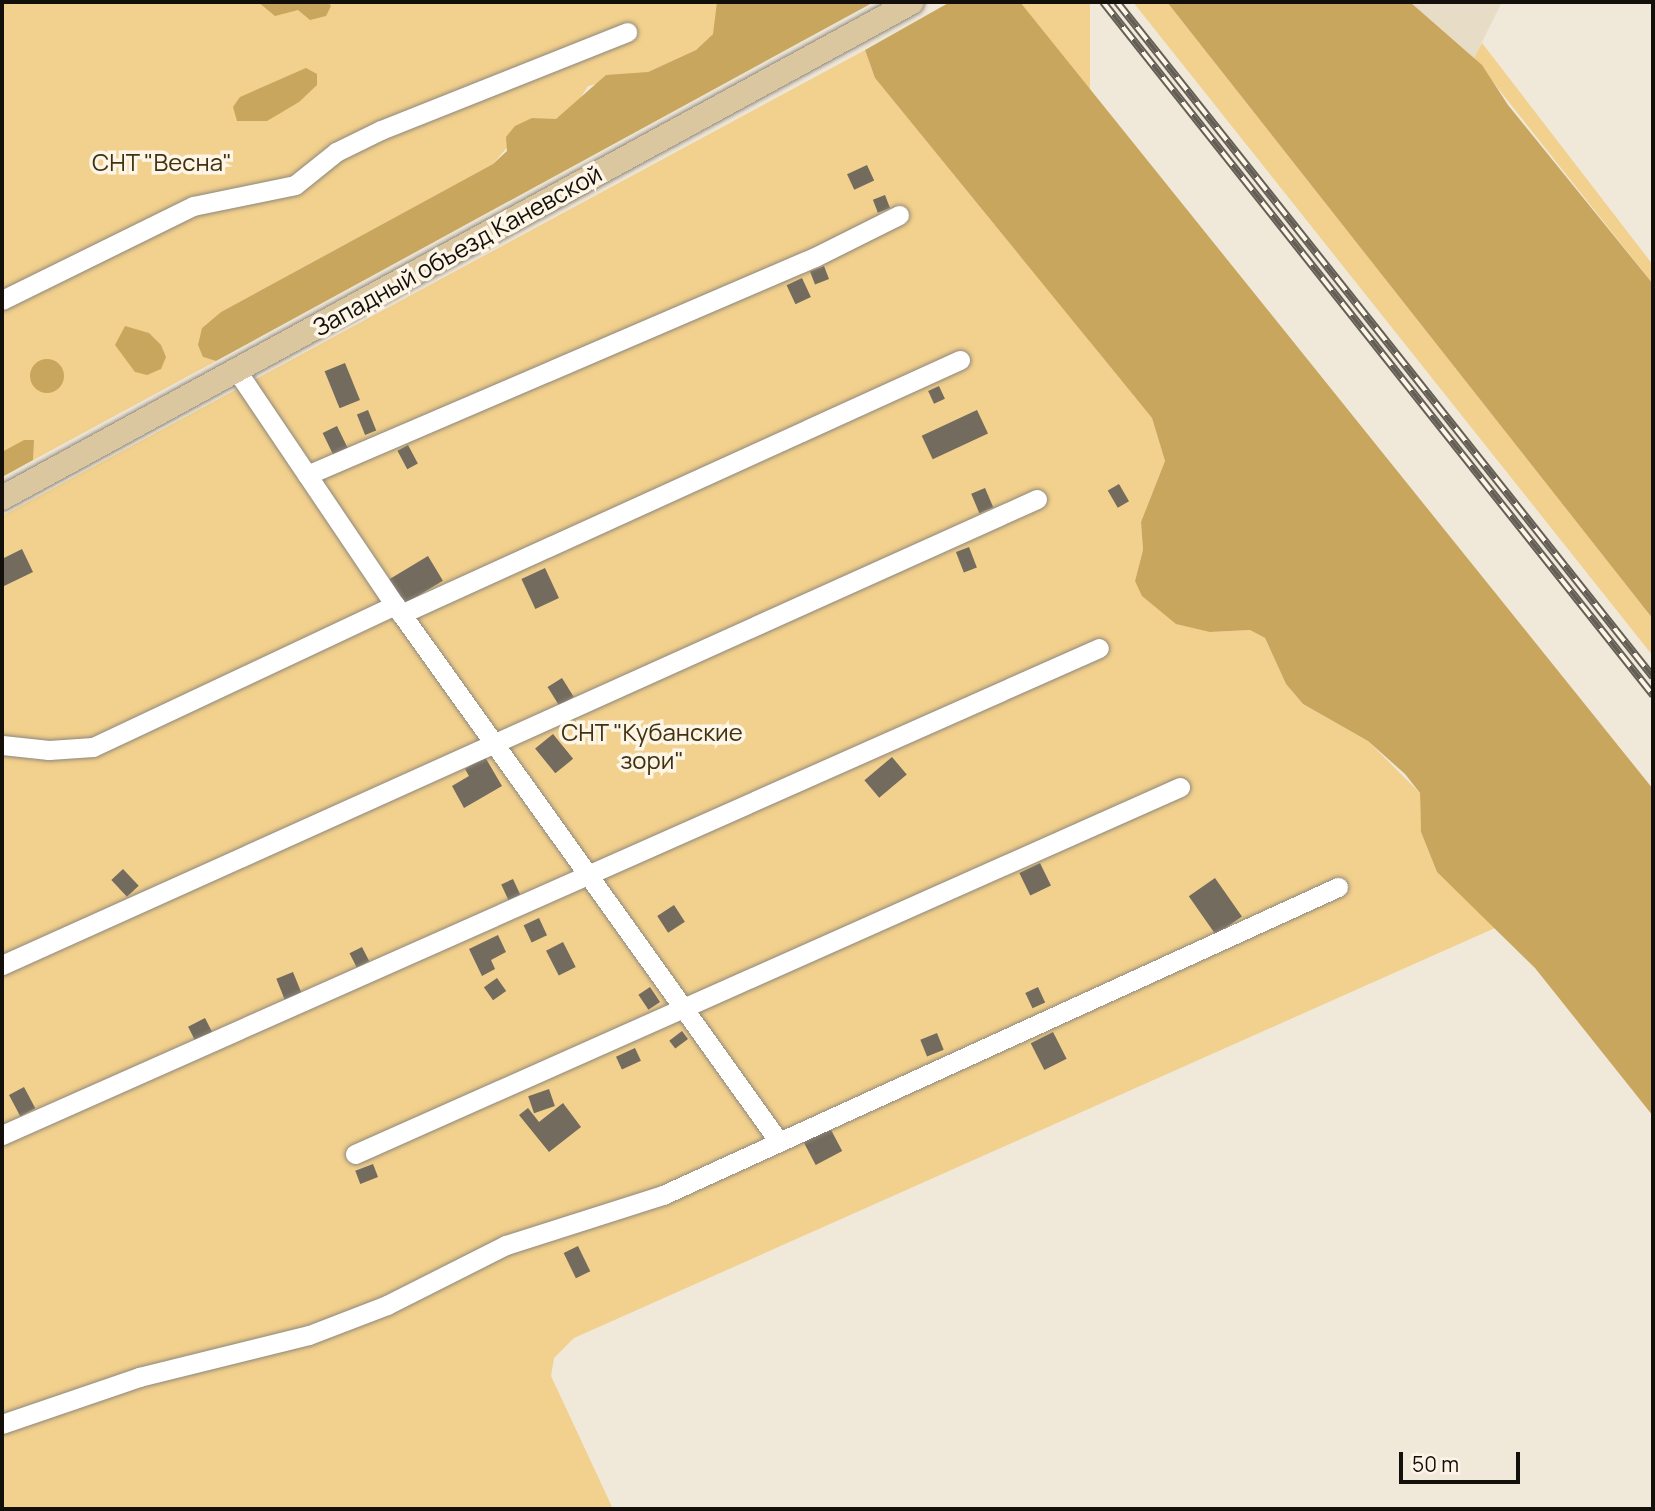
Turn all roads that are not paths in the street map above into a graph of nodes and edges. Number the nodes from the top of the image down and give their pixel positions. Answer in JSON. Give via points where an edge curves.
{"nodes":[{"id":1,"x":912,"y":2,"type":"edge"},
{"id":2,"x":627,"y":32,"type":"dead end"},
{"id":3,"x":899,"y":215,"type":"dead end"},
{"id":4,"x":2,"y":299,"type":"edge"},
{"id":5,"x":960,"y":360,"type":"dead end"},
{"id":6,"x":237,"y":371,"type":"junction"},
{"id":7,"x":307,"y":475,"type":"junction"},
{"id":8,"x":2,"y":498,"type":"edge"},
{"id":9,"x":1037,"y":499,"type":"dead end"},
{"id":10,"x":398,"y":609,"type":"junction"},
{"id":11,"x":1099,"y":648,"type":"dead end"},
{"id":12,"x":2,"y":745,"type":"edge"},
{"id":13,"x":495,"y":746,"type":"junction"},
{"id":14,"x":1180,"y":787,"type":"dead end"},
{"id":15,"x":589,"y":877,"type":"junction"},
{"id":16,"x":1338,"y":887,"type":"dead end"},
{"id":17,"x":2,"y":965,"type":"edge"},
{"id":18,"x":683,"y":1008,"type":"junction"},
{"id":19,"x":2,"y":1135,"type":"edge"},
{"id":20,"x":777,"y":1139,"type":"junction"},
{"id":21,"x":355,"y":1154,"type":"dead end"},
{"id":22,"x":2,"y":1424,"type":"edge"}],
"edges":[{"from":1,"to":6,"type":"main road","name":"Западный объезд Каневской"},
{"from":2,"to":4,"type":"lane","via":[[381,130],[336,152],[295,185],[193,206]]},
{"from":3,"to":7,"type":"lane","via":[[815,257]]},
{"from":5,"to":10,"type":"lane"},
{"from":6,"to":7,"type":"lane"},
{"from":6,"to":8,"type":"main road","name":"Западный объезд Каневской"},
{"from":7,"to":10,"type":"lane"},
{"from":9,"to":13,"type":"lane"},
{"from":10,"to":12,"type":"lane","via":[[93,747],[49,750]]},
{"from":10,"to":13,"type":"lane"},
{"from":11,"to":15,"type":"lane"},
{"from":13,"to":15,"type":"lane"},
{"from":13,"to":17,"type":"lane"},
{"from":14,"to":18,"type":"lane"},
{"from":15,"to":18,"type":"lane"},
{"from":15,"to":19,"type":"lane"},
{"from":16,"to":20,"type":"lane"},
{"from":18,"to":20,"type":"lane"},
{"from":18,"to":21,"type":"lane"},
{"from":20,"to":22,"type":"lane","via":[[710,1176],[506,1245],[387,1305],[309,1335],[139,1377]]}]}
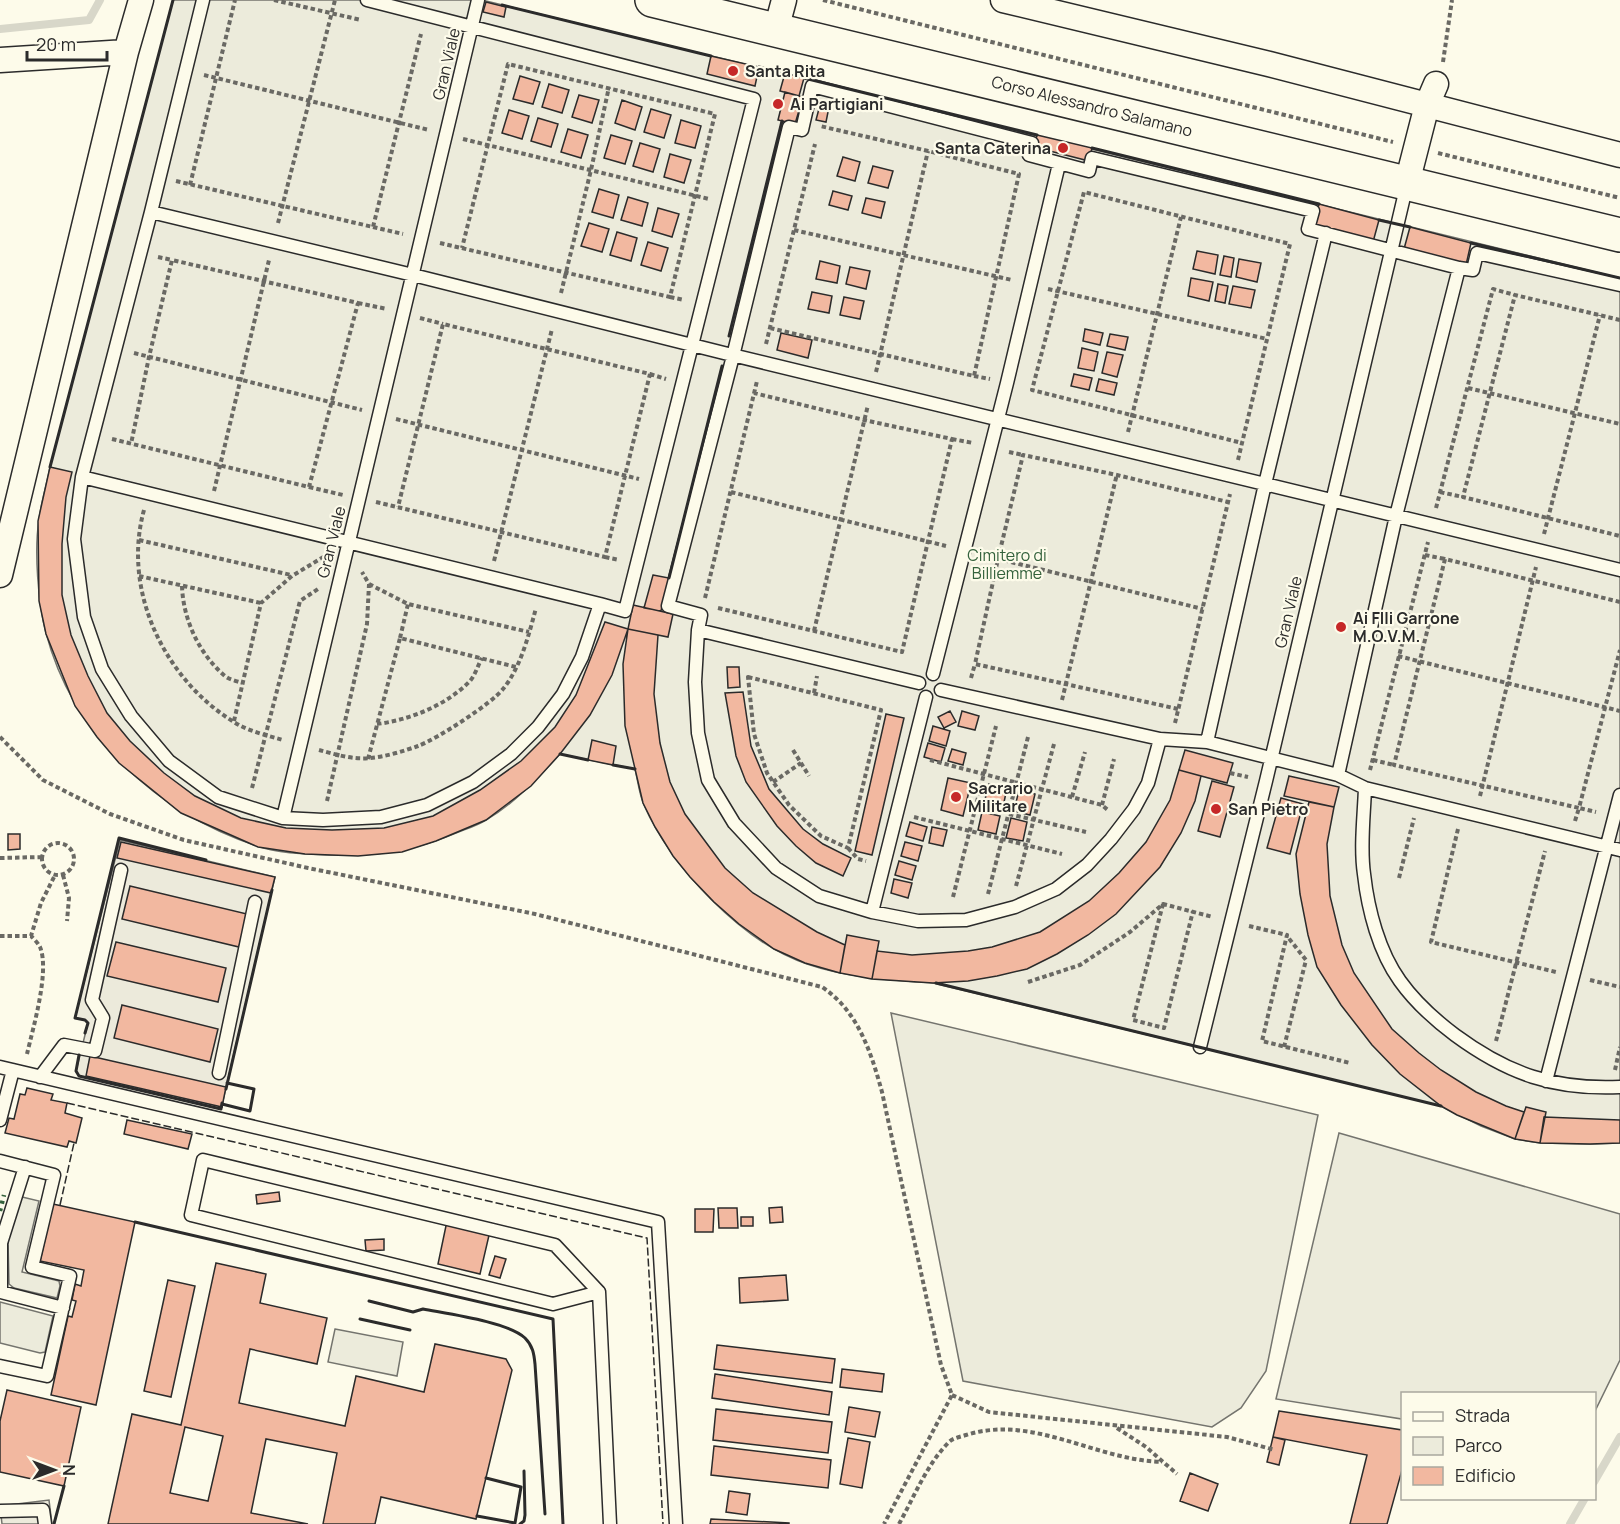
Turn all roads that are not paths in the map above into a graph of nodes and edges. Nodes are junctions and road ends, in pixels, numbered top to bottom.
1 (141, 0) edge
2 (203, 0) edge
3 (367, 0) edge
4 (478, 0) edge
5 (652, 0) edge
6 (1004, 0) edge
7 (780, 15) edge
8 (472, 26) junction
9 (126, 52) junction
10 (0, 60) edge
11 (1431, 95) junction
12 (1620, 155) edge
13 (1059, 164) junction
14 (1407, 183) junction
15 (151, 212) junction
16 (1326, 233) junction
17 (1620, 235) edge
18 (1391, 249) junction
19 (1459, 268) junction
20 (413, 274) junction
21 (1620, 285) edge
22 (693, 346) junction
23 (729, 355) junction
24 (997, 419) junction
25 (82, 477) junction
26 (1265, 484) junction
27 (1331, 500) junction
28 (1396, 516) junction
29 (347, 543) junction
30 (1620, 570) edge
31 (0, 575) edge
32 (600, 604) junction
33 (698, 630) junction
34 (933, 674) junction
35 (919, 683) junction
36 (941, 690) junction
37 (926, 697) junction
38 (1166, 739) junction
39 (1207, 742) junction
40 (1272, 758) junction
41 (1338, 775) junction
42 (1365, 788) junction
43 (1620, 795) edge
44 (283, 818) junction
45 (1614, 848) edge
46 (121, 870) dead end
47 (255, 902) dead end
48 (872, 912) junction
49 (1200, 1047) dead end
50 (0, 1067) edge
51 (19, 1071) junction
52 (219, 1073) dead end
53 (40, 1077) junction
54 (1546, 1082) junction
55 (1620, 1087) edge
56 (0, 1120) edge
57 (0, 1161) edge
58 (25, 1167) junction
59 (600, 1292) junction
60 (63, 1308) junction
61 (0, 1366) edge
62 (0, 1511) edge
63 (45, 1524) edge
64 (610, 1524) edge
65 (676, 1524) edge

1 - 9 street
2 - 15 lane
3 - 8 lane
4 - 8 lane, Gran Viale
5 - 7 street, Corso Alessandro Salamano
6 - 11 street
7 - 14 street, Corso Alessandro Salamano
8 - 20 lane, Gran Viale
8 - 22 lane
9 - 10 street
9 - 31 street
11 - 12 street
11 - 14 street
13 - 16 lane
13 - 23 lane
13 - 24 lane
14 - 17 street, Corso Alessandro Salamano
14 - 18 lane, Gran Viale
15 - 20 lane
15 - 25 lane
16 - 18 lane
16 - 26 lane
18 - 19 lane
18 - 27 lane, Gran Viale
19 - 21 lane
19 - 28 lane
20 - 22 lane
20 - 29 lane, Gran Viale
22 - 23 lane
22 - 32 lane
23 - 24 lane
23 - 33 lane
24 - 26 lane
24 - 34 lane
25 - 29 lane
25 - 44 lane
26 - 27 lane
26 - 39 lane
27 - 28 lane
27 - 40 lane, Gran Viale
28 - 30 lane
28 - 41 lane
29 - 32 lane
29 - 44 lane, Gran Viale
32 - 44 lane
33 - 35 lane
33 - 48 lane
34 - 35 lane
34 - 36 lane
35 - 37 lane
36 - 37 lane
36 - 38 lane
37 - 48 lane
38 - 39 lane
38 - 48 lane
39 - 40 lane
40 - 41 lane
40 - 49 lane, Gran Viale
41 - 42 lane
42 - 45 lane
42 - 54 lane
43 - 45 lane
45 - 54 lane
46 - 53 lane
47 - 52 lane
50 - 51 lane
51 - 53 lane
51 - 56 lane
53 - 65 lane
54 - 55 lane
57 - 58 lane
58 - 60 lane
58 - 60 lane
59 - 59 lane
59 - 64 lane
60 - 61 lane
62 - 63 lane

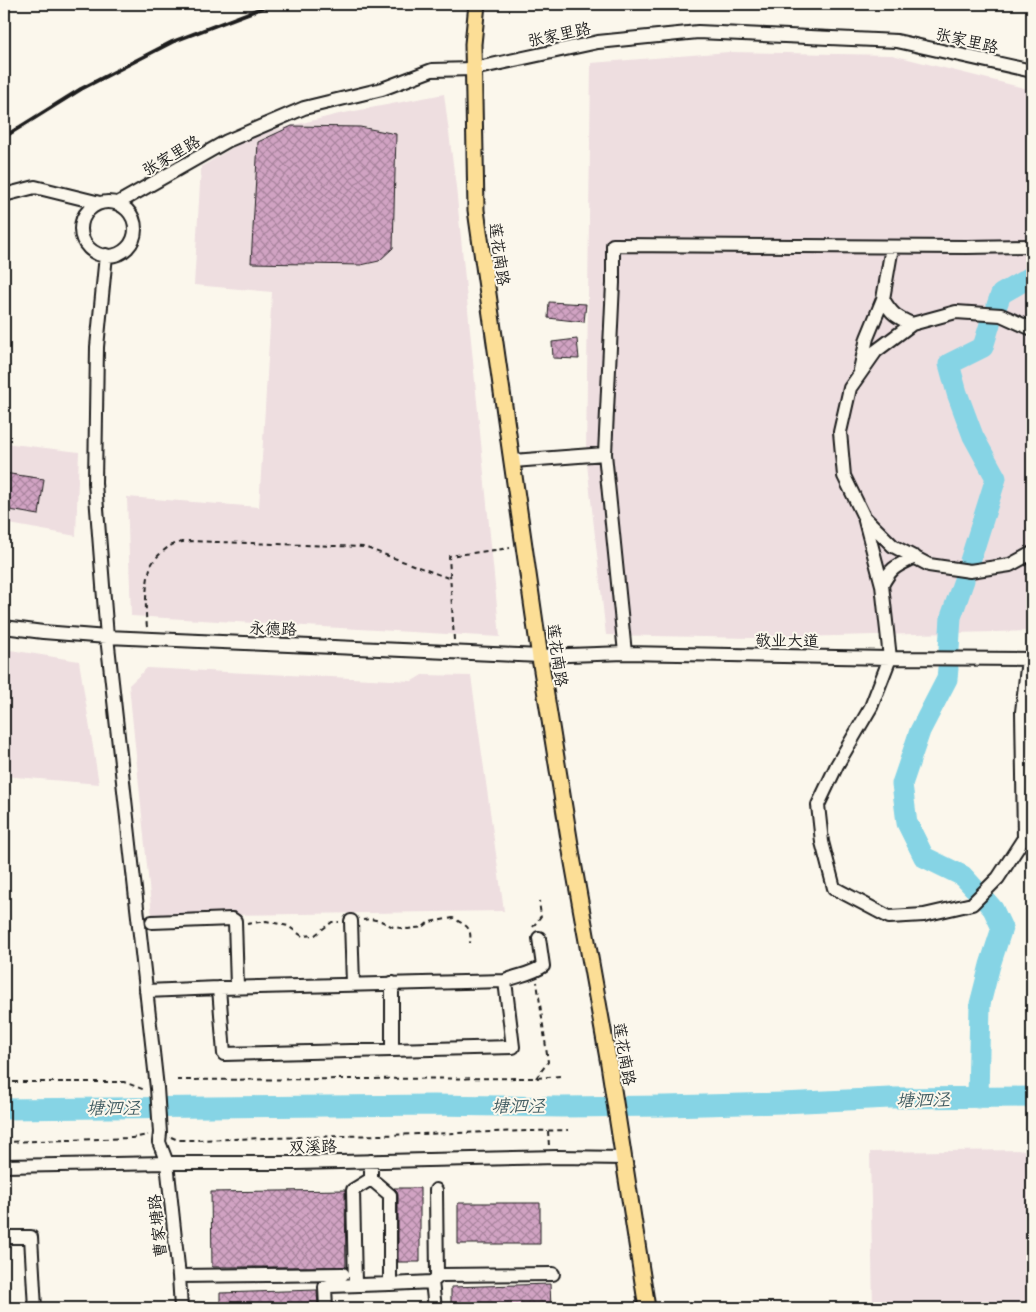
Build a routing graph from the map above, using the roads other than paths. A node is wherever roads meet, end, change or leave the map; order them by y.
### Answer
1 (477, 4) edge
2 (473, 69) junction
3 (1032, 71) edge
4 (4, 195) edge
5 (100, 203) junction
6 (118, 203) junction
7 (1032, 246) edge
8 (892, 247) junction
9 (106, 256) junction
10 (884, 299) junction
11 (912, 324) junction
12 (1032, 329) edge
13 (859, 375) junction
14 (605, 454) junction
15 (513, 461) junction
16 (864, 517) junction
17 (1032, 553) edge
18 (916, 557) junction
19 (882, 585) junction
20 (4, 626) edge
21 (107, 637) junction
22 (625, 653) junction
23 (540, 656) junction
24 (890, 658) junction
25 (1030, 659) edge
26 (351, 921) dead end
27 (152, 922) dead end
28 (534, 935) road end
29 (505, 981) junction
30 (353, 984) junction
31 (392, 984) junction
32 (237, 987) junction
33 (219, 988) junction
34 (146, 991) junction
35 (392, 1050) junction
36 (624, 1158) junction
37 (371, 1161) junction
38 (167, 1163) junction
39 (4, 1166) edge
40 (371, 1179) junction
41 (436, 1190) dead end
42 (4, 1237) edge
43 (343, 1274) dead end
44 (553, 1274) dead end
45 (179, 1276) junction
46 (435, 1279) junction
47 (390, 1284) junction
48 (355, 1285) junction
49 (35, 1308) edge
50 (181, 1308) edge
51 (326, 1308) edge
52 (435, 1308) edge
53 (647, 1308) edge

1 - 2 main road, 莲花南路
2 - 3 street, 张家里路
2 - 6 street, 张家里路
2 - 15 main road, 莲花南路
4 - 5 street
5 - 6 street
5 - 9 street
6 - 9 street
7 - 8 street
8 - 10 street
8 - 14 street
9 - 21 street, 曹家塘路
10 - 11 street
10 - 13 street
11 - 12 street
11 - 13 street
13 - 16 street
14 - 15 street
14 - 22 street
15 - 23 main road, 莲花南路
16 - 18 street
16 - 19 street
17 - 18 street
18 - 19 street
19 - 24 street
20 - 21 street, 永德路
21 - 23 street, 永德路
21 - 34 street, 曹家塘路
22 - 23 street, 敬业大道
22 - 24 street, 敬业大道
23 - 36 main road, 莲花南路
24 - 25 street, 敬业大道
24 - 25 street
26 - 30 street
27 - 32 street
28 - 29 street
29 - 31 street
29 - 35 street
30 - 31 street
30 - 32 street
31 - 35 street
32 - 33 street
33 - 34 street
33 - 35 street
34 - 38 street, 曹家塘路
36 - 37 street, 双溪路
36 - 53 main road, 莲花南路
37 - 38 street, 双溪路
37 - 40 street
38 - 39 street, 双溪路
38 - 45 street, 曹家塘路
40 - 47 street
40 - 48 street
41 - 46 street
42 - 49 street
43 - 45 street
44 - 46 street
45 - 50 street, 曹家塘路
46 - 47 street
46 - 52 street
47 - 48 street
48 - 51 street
=====
(Directions for this task) Find the word "Corso" in the data and show each line that holds it.

(Reply)
5 - 7 street, Corso Alessandro Salamano
7 - 14 street, Corso Alessandro Salamano
14 - 17 street, Corso Alessandro Salamano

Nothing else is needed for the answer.